Sejak dulu Kina merasa diasingkan oleh keluarganya, dia tidak pernah mau bergabung dengan keluarganya. Ketika dia mendengar suara ayah, ibu, dan adiknya tertawa dia iri. Ternyata keirian itu dia yang membuatnya sendiri. Kehadiran Gyn memberikan kebahagiaan bagi mereka, tidak seperti Kina yang terlalu serius dengan kehidupannya.
Hidup Kina yang jauh berbeda pun sebenarnya juga terjadi karena kedua orang tuanya yang keras kepada dirinya untuk bisa berhasil dalam keadaan apa pun. Beban di pundak Kina juga berat. Dia memiliki banyak impian yang dilimpahkan kepada dirinya. Dia harus mendapatkan peringkat yang baik, sekolah yang bagus, dan prestasi yang membanggakan. Kina menjadi semakin larut dengan kegiatan belajarnya dan perlahan kehilangan cara untuk bersosialisasi dengan manusia. Target di hidupnya yang menjadikannya seperti robot.

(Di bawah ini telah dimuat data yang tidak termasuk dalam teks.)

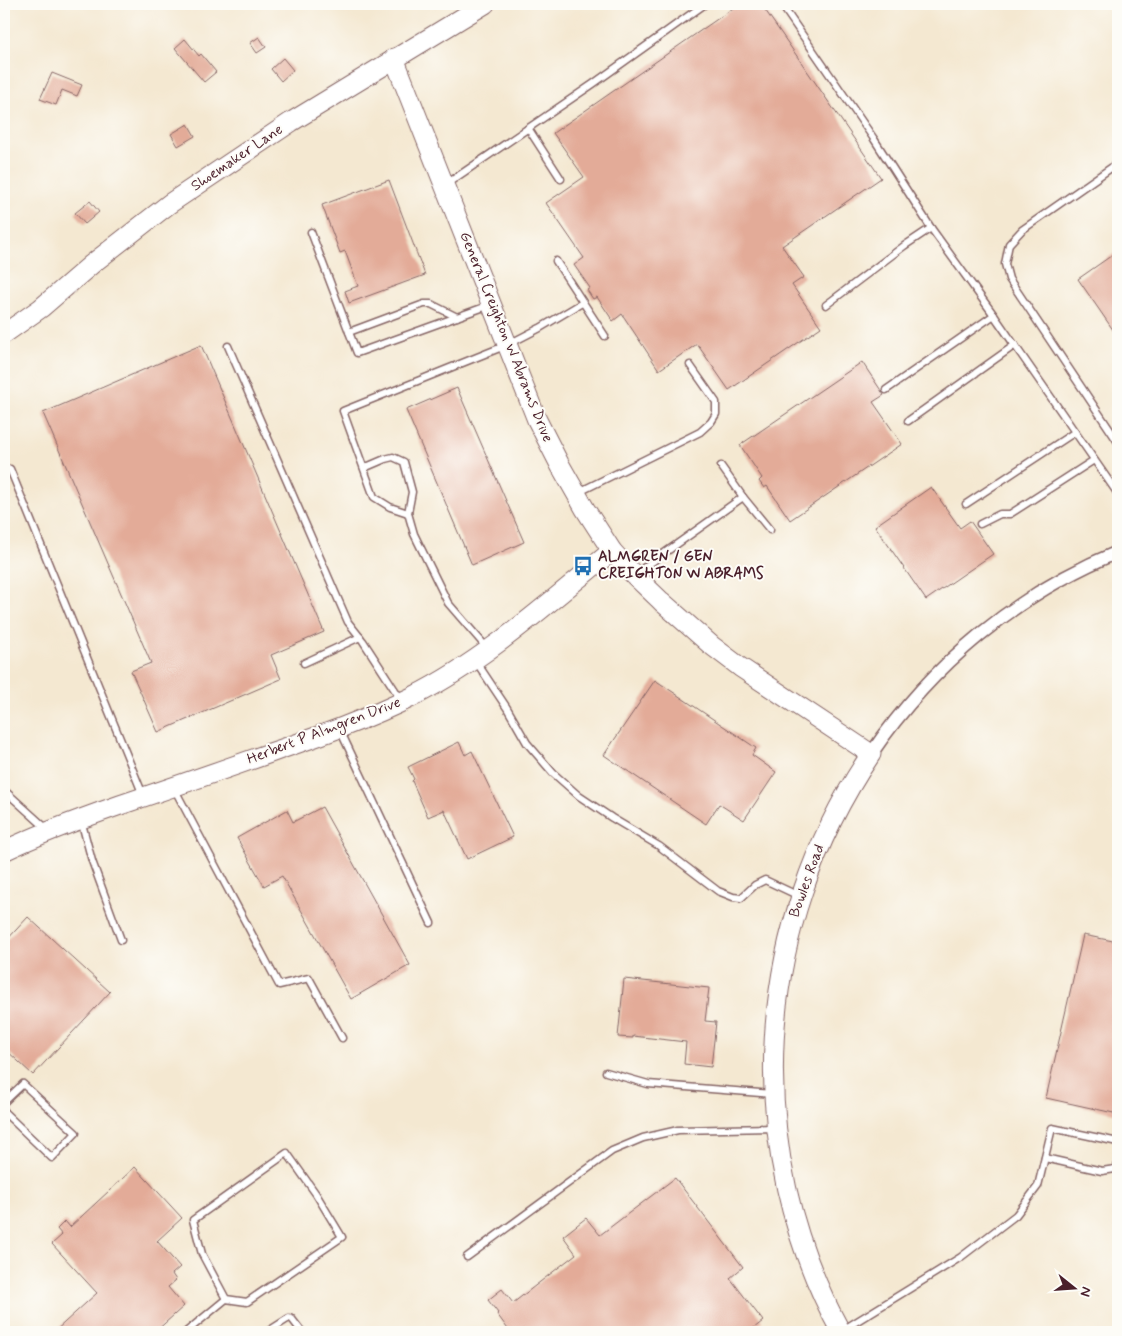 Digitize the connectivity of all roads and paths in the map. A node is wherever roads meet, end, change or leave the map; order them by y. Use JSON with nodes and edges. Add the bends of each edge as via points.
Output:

Tangan Kina diremas dengan lembut oleh ibunya. Dia melupakan kenyataan seberapa lama tangan itu tidak memberikan kehangatan untuk dirinya. Kina tidak tahu harus bereaksi seperti apa, dia hanya bisa menatap tangan itu dengan gamang.
“Gelang ini selanjutnya akan menjadi milik kamu, Kina.” Pinan memberikan gelang itu kepada anak sulungnya. Tawa Gyn dan ayah berhenti, mereka menatap momen itu dengan saksama.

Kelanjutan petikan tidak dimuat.